* YOUR ASSIGNMENT *
Although the entries hold pictures, only their words are printed back, exactly as given.

* EXERCISE INPUT *

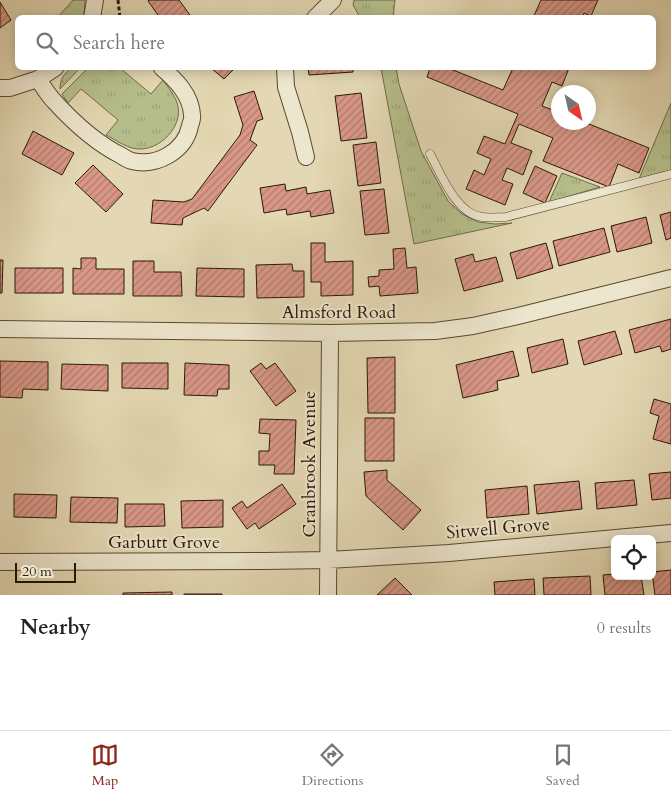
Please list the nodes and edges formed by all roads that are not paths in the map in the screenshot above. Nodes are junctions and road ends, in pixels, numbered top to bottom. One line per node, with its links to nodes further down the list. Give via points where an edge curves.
1 (95, 0): 3 (street)
2 (333, 0): 4 (street)
3 (92, 15)
4 (318, 15)
5 (52, 70): 8 (street)
6 (164, 70): 8 (street, via 188,98 193,116 189,135 178,148 152,162 131,161 112,151 52,100)
7 (285, 70): 11 (street, via 286,87)
8 (38, 79): 9 (street)
9 (0, 88)
10 (430, 154): 12 (lane, via 452,196 465,210 480,217 506,217)
11 (306, 158)
12 (671, 174)
13 (671, 278): 15 (street, Almsford Road, via 473,326 435,331)
14 (0, 329): 15 (street, Almsford Road)
15 (330, 332): 17 (street, Cranbrook Avenue)
16 (671, 533): 17 (street, Sitwell Grove)
17 (328, 560): 18 (street, Garbutt Grove); 19 (street, Cranbrook Avenue)
18 (0, 562)
19 (328, 595)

* SOLVED PROBLEM *
Please list the nodes and edges formed by all roads that are not paths in the map in the screenshot above. Nodes are junctions and road ends, in pixels, numbered top to bottom. One line per node, with its links to nodes further down the list. Give via points where an edge curves.
1 (95, 0): 3 (street)
2 (333, 0): 4 (street)
3 (92, 15)
4 (318, 15)
5 (52, 70): 8 (street)
6 (164, 70): 8 (street, via 188,98 193,116 189,135 178,148 152,162 131,161 112,151 52,100)
7 (285, 70): 11 (street, via 286,87)
8 (38, 79): 9 (street)
9 (0, 88)
10 (430, 154): 12 (lane, via 452,196 465,210 480,217 506,217)
11 (306, 158)
12 (671, 174)
13 (671, 278): 15 (street, Almsford Road, via 473,326 435,331)
14 (0, 329): 15 (street, Almsford Road)
15 (330, 332): 17 (street, Cranbrook Avenue)
16 (671, 533): 17 (street, Sitwell Grove)
17 (328, 560): 18 (street, Garbutt Grove); 19 (street, Cranbrook Avenue)
18 (0, 562)
19 (328, 595)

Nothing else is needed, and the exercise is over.